Über den Spitzel Kai D., der für den bayerischen Verfassungsschutz im Einsatz war, kursiert das Gerücht, er habe im Laufe eines Jahrzehnts mehr als 75 000 Euro bekommen. Die Thüringer Quelle "Küche", die der Behörde nicht sehr lange zu Diensten war, wird ebenfalls auf eine hohe fünfstellige Summe geschätzt.

Eine neue Identität kostet Geld

Der Neonazi Tino Brandt gab voriges Jahr in einer Vernehmung zu Protokoll, er habe mit dem Geld vom Staat seine politische Arbeit finanziert und davon sogar Geldstrafen für einen braunen Kameraden bezahlt. "Für mich persönlich war es ein Nullsummenspiel", behauptet er.

Über das viele Geld vom Staat hat "Otto" auch in einem aufgezeichneten Gespräch mit einem anderen Neonazi gesprochen und darauf hingewiesen, dass brutto nicht netto sei: "Es ist pauschal versteuert mit 'nem geringen Steuersatz, das geht."

Die Floskel "das geht" ist noch eine Untertreibung. In der Regel führen die Nachrichtendienste für Tipp-Geber wie "Otto" nur pauschal zehn Prozent Steuern an den Fiskus ab. Werbungskosten und außergewöhnliche Belastungen können nicht berücksichtigt werden.

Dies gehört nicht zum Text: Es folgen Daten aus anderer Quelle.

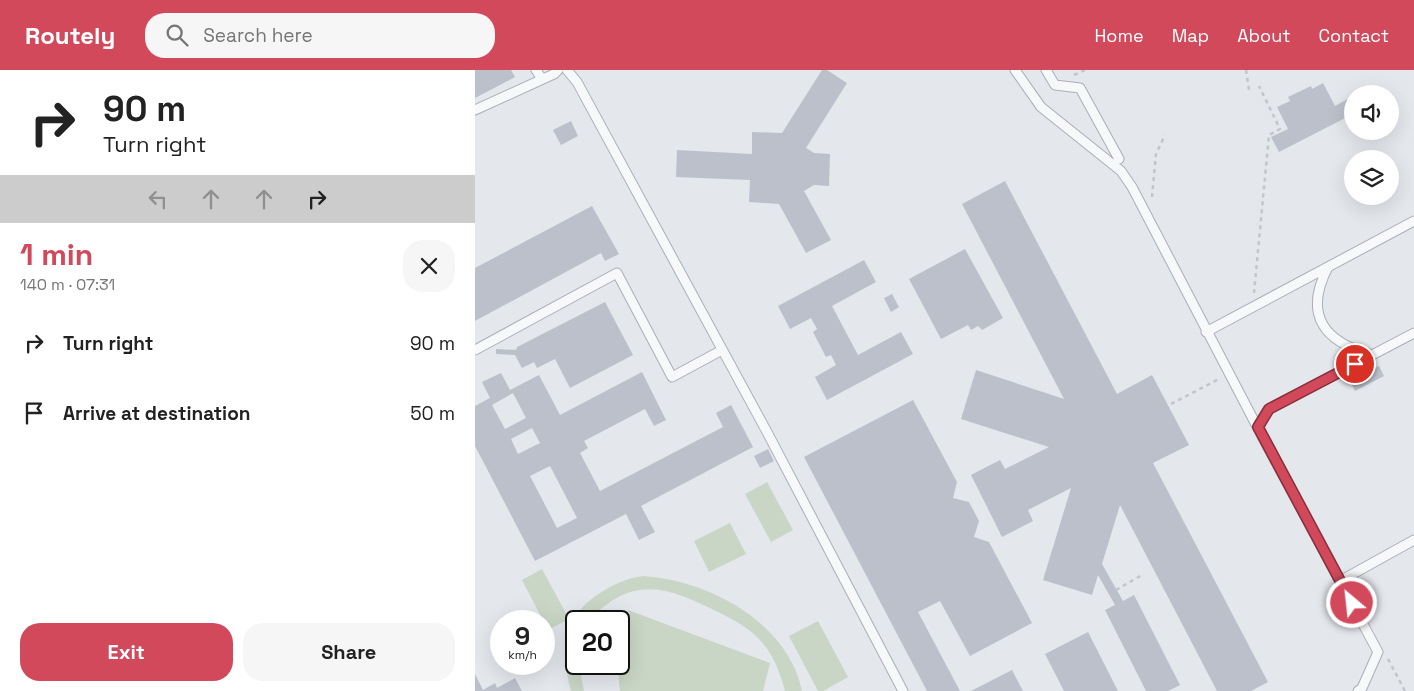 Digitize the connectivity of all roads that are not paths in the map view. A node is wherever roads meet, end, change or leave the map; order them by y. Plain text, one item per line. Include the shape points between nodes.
1 (536, 70) edge
2 (558, 70) edge
3 (567, 70) edge
4 (1015, 70) edge
5 (1046, 70) edge
6 (542, 80) junction
7 (475, 110) edge
8 (1119, 159) dead end
9 (1414, 222) edge
10 (1328, 267) junction
11 (1206, 332) junction
12 (1414, 334) edge
13 (475, 350) edge
14 (722, 350) junction
15 (1372, 355) junction
16 (1258, 427) junction
17 (1413, 544) edge
18 (1340, 581) junction
19 (903, 691) edge
20 (1359, 691) edge

1 - 6 lane
2 - 6 lane
3 - 14 lane via 577,82
4 - 11 lane via 1041,107 1121,171
5 - 8 lane via 1055,85 1080,88
6 - 7 lane
9 - 10 lane
10 - 11 lane
10 - 15 lane via 1320,283 1318,301 1322,326 1338,341
11 - 16 lane
12 - 15 lane
13 - 14 lane via 617,273 671,377
14 - 19 lane
15 - 16 lane via 1269,409
16 - 18 lane
17 - 18 lane
18 - 20 lane via 1378,652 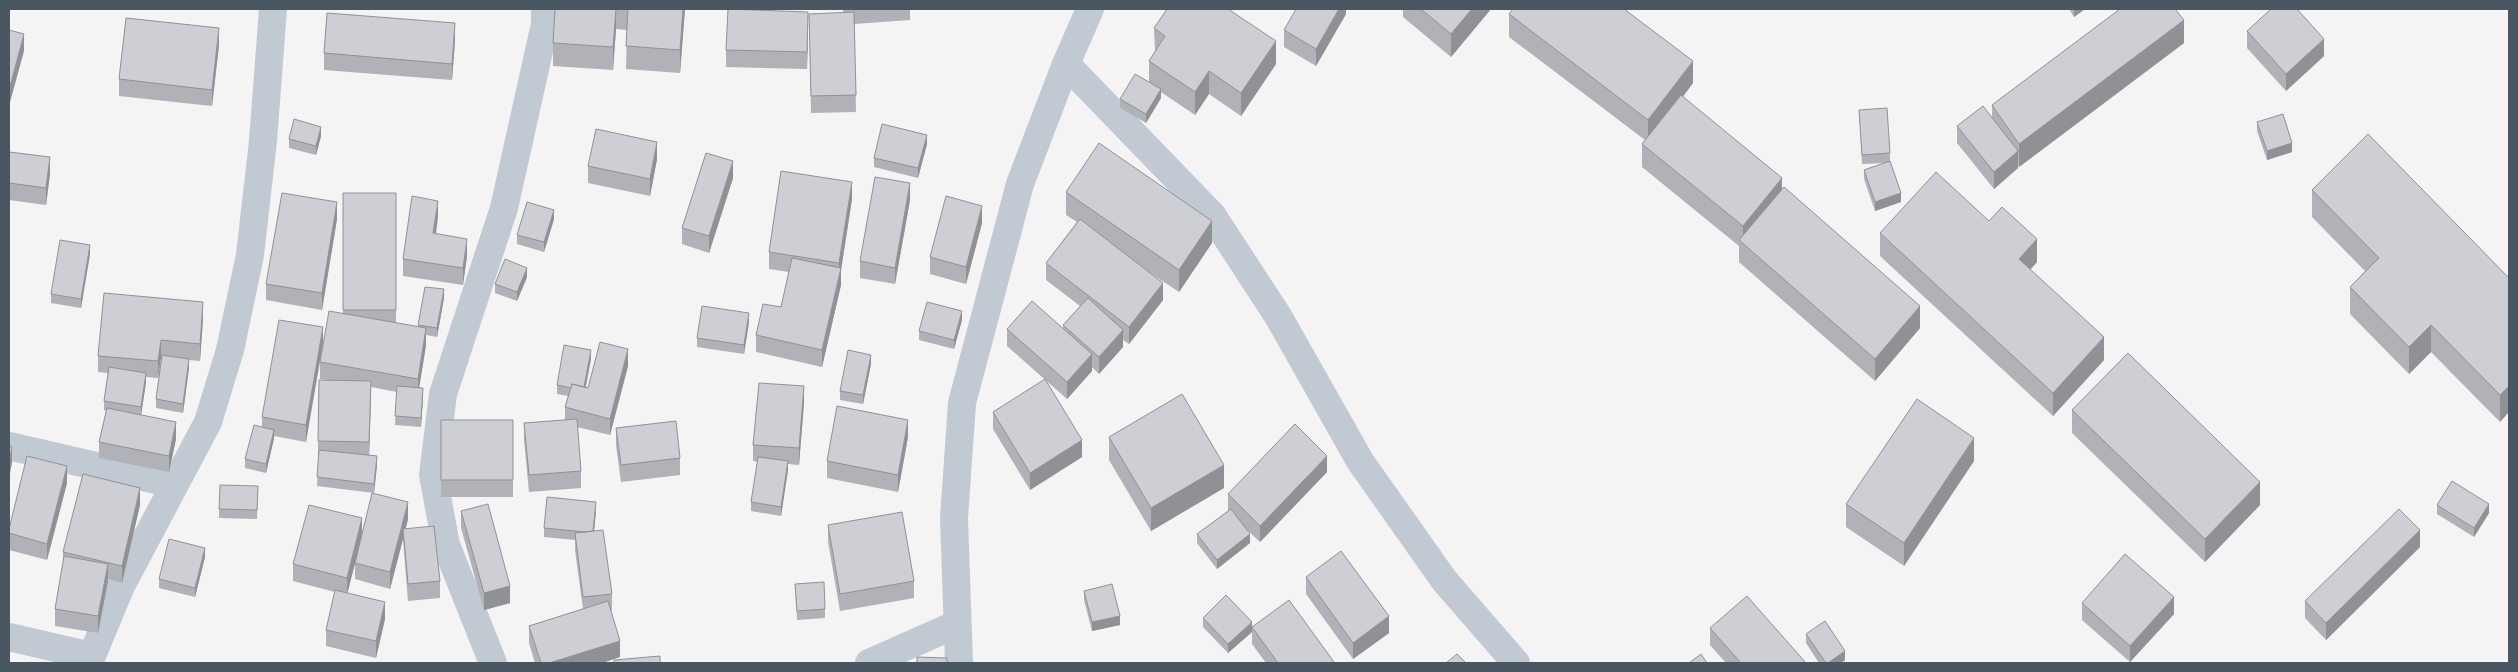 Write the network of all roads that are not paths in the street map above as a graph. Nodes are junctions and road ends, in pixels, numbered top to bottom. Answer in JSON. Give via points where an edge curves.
{"nodes":[{"id":1,"x":273,"y":9,"type":"edge"},
{"id":2,"x":545,"y":9,"type":"edge"},
{"id":3,"x":1090,"y":9,"type":"edge"},
{"id":4,"x":1066,"y":64,"type":"junction"},
{"id":5,"x":9,"y":446,"type":"edge"},
{"id":6,"x":174,"y":484,"type":"junction"},
{"id":7,"x":957,"y":624,"type":"junction"},
{"id":8,"x":9,"y":637,"type":"edge"},
{"id":9,"x":90,"y":660,"type":"edge"},
{"id":10,"x":493,"y":663,"type":"edge"},
{"id":11,"x":869,"y":663,"type":"edge"},
{"id":12,"x":959,"y":663,"type":"edge"},
{"id":13,"x":1516,"y":663,"type":"edge"}],
"edges":[{"from":1,"to":6,"type":"street","via":[[250,255],[230,350],[208,422]]},
{"from":2,"to":10,"type":"street","via":[[545,24],[504,208],[443,394],[433,475],[446,545]]},
{"from":3,"to":4,"type":"street"},
{"from":4,"to":7,"type":"street","via":[[1020,184],[962,403],[954,518]]},
{"from":4,"to":13,"type":"street","via":[[1212,214],[1278,316],[1360,461],[1444,580]]},
{"from":5,"to":6,"type":"street"},
{"from":6,"to":9,"type":"street","via":[[121,586]]},
{"from":7,"to":11,"type":"street"},
{"from":7,"to":12,"type":"street"},
{"from":8,"to":9,"type":"street"}]}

Da die Ämter die Tipp-Geber schützen wollen, kann es in diesen Fällen keine individuelle Besteuerung geben. Die zehn Prozent Steuern für V-Leute entsprechen auch dem Steuer-Satz für die Lieferanten von Steuer-CDs. Auch in diesen Fällen werden sie pauschal abgeführt.

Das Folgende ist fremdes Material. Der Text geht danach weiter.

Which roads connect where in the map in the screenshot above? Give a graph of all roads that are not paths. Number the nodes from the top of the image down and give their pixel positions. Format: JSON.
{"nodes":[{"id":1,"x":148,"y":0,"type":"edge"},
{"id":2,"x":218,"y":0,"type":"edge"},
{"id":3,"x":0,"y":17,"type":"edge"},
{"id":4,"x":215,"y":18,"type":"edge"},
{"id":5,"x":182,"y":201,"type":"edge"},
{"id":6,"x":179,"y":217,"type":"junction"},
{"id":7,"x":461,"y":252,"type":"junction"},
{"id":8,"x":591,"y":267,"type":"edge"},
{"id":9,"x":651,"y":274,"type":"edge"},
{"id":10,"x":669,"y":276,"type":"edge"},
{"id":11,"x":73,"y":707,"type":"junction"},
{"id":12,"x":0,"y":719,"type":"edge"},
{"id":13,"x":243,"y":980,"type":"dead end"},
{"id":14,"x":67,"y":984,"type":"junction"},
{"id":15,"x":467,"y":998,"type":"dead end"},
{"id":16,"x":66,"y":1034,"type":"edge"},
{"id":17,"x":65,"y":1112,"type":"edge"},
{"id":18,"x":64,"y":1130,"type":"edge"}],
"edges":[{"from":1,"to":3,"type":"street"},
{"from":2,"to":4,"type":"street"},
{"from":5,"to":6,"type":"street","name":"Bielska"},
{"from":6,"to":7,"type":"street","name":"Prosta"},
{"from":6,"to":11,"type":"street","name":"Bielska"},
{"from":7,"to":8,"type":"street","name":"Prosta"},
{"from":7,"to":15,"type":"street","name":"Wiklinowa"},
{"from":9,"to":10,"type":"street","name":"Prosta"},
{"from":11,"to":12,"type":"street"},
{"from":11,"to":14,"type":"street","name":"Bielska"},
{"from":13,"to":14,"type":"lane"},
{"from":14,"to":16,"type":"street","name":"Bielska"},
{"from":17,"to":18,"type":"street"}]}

Eigentlich ist die Spitzel-Tätigkeit ein Nebenverdienst

Bei den Neonazis gibt es noch ein paar Feinheiten, die von den CD-Lieferanten nicht bekannt sind. Einige der braunen Zuträger sind angeblich arbeitslos und kassieren Hartz IV oder andere Sozialleistungen. Eigentlich müssten sie ihre Spitzel-Tätigkeit als Nebenverdienst angeben, aber der Quellenschutz erleichtert den Betrug.

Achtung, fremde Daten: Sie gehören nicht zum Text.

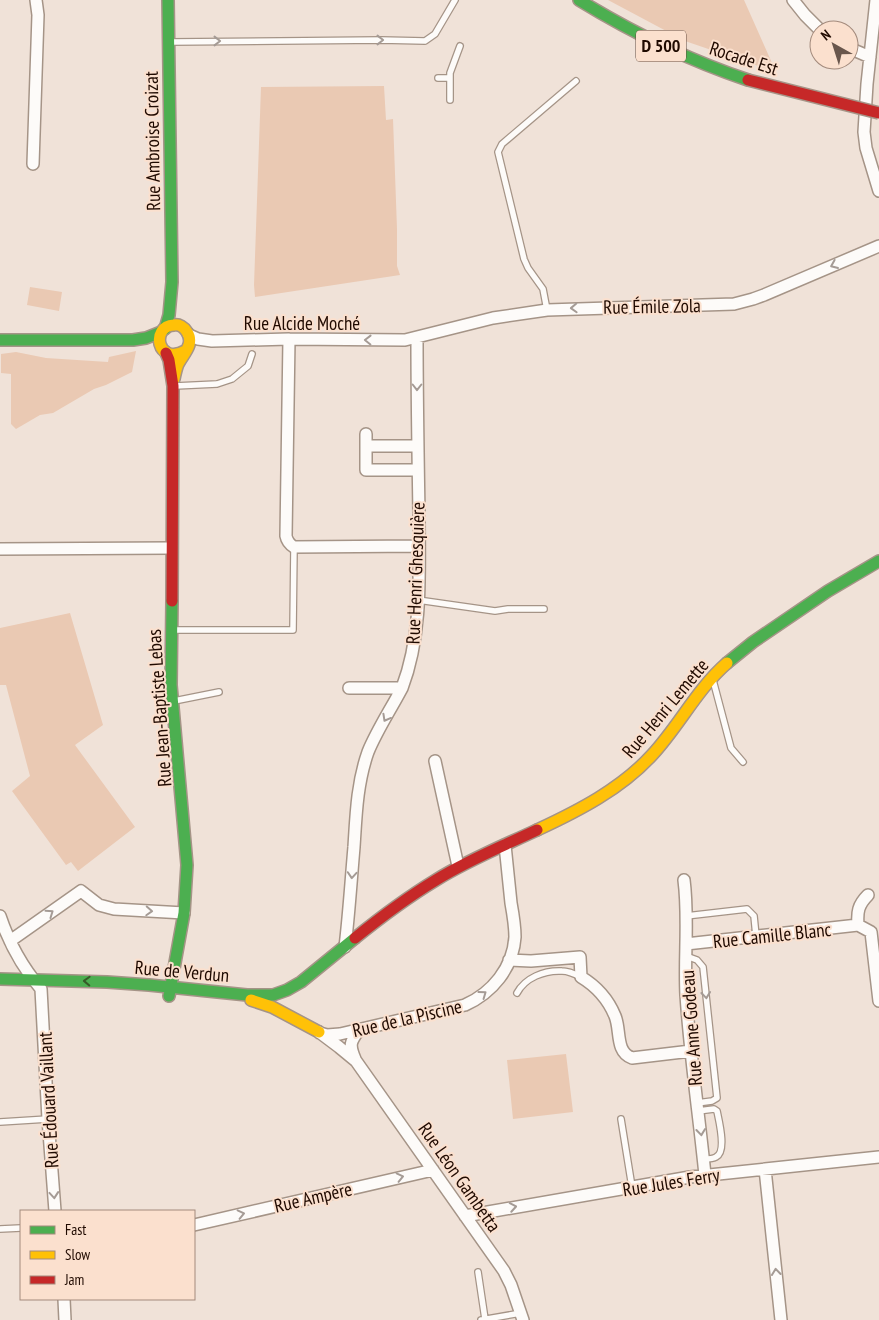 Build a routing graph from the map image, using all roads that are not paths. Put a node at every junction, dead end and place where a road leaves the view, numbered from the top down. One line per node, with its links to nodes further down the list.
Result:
1 (36, 0): 17 (street)
2 (168, 0): 8 (street, Rue Ambroise Croizat)
3 (455, 0): 8 (lane, one-way to 3)
4 (579, 0): 16 (street, Rocade Est / D 500, bridge)
5 (793, 0): 7 (street)
6 (876, 0): 11 (street)
7 (810, 20)
8 (168, 42): 20 (street, Rue Ambroise Croizat)
9 (460, 46): 13 (lane)
10 (859, 53): 11 (street)
11 (870, 58): 18 (street)
12 (438, 78): 13 (lane)
13 (450, 78): 15 (lane)
14 (576, 81): 21 (lane)
15 (450, 100)
16 (879, 113)
17 (33, 164)
18 (879, 191)
19 (879, 246): 21 (street, Rue Émile Zola, one-way to 21)
20 (172, 282): 22 (street, Rue Ambroise Croizat); 23 (street, Rue Ambroise Croizat)
21 (547, 310): 24 (street, Rue Émile Zola)
22 (163, 330): 23 (street); 27 (street); 29 (street)
23 (187, 332): 25 (street, Rue Alcide Moché); 28 (street)
24 (417, 338): 25 (street, Rue Alcide Moché, one-way to 25); 32 (street, Rue Henri Ghesquière, one-way to 32)
25 (289, 339): 34 (street)
26 (0, 340): 27 (street)
27 (116, 340): 29 (street)
28 (185, 351): 29 (street); 31 (street, Rue Jean-Baptiste Lebas)
29 (164, 352): 31 (street, Rue Jean-Baptiste Lebas)
30 (252, 354): 31 (lane)
31 (173, 386): 36 (street, Rue Jean-Baptiste Lebas)
32 (418, 446): 33 (street, Rue Henri Ghesquière); 33 (street)
33 (418, 470): 35 (street, Rue Henri Ghesquière)
34 (294, 546): 35 (street); 41 (lane)
35 (419, 546): 39 (street, Rue Henri Ghesquière)
36 (171, 548): 37 (street); 41 (street, Rue Jean-Baptiste Lebas)
37 (0, 549)
38 (879, 561): 42 (street, Rue Henri Lemette)
39 (418, 600): 40 (lane); 44 (street, Rue Henri Ghesquière)
40 (544, 609)
41 (171, 630): 46 (street, Rue Jean-Baptiste Lebas)
42 (712, 678): 48 (lane); 49 (street, Rue Henri Lemette)
43 (349, 688): 44 (street)
44 (402, 688): 60 (street, Rue Henri Ghesquière, one-way to 60)
45 (219, 692): 46 (lane)
46 (172, 701): 53 (street, Rue Jean-Baptiste Lebas)
47 (436, 761): 50 (street)
48 (743, 762)
49 (505, 845): 50 (street, Rue Henri Lemette); 62 (street, Rue de la Piscine); 71 (lane)
50 (458, 866): 60 (street, Rue Henri Lemette)
51 (684, 880): 55 (street, Rue Anne Godeau)
52 (868, 895): 56 (street, Rue Camille Blanc)
53 (184, 913): 58 (street, one-way to 53); 69 (street, Rue Jean-Baptiste Lebas)
54 (0, 916): 58 (street)
55 (686, 916): 57 (lane); 59 (street, Rue Anne Godeau)
56 (858, 925): 57 (street, Rue Camille Blanc); 72 (street, Rue Camille Blanc)
57 (756, 936): 59 (street, Rue Camille Blanc)
58 (10, 941): 65 (street)
59 (686, 944): 61 (street, Rue Anne Godeau)
60 (345, 947): 66 (street, Rue de Verdun)
61 (686, 956): 77 (street, Rue Anne Godeau); 79 (lane, one-way to 79)
62 (510, 960): 63 (street); 75 (street, Rue de la Piscine, one-way to 62)
63 (581, 977): 70 (lane); 77 (street)
64 (0, 979): 65 (street, Rue de Verdun)
65 (34, 980): 68 (street); 69 (street, Rue de Verdun, one-way to 65)
66 (298, 983): 69 (street, Rue de Verdun); 71 (street)
67 (0, 989): 68 (street, Rue de Verdun)
68 (42, 989): 69 (street, Rue de Verdun); 81 (street, Rue Édouard Vaillant)
69 (170, 992): 73 (street, Rue de Verdun)
70 (517, 993)
71 (286, 1000): 73 (lane); 74 (street)
72 (879, 1001)
73 (263, 1003): 74 (street, Rue Léon Gambetta)
74 (296, 1020): 76 (street, Rue Léon Gambetta)
75 (359, 1030): 76 (street, Rue de la Piscine); 78 (street, Rue Léon Gambetta)
76 (319, 1032): 78 (street, Rue Léon Gambetta)
77 (691, 1051): 79 (street, Rue Anne Godeau)
78 (356, 1061): 86 (street, Rue Léon Gambetta)
79 (698, 1107): 84 (street, Rue Anne Godeau, one-way to 84); 84 (lane)
80 (621, 1119): 88 (lane)
81 (48, 1120): 82 (lane); 89 (street, Rue Édouard Vaillant, one-way to 89)
82 (0, 1122)
83 (879, 1157): 85 (street, Rue Jules Ferry)
84 (704, 1159): 87 (street, Rue Anne Godeau)
85 (765, 1169): 87 (street, Rue Jules Ferry); 99 (street, one-way to 85)
86 (433, 1170): 90 (street, Rue Léon Gambetta); 91 (street, Rue Ampère, one-way to 86)
87 (705, 1175): 88 (street, Rue Jules Ferry)
88 (632, 1188): 90 (street, Rue Jules Ferry, one-way to 88)
89 (55, 1210)
90 (465, 1216): 96 (street, Rue Léon Gambetta)
91 (195, 1225)
92 (20, 1228): 93 (lane)
93 (0, 1229)
94 (478, 1272): 98 (lane)
95 (64, 1300): 97 (street)
96 (522, 1317): 98 (lane)
97 (65, 1320)
98 (483, 1320)
99 (781, 1320)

Fliegt ein V-Mann auf, geben die Behörden oft noch einmal sehr viel Geld aus, um ihn vor möglichen Racheakten aus der Szene zu schützen und ihm notfalls sogar eine neue Identität und ein neues Leben zu ermöglichen. Viele der enttarnten Quellen des Verfassungsschutzes behaupten später wie Tino Brandt, sie hätten das Geld fürs Agitieren verwendet. Es sei - zumindest zum größten Teil - in die braune Szene geflossen. Das mag oft eine Schutzbehauptung sein, unplausibel ist es nicht.

"Schön zu wissen, dass der Verfassungsschutz die nationale Bewegung in Thüringen aufgebaut hat. Das ist schon sehr cool", sagt anerkennend ein bundesweit führender Neonazi, als er mit "Otto" über dessen frühere Spitzel-Arbeit plaudert. Und "Otto" weist seinen Gesprächspartner darauf hin, dass er leider keine Rente vom Verfassungsschutz bekommen werde: "Ich habe mich mit denen auch darüber unterhalten, aber . . . nein."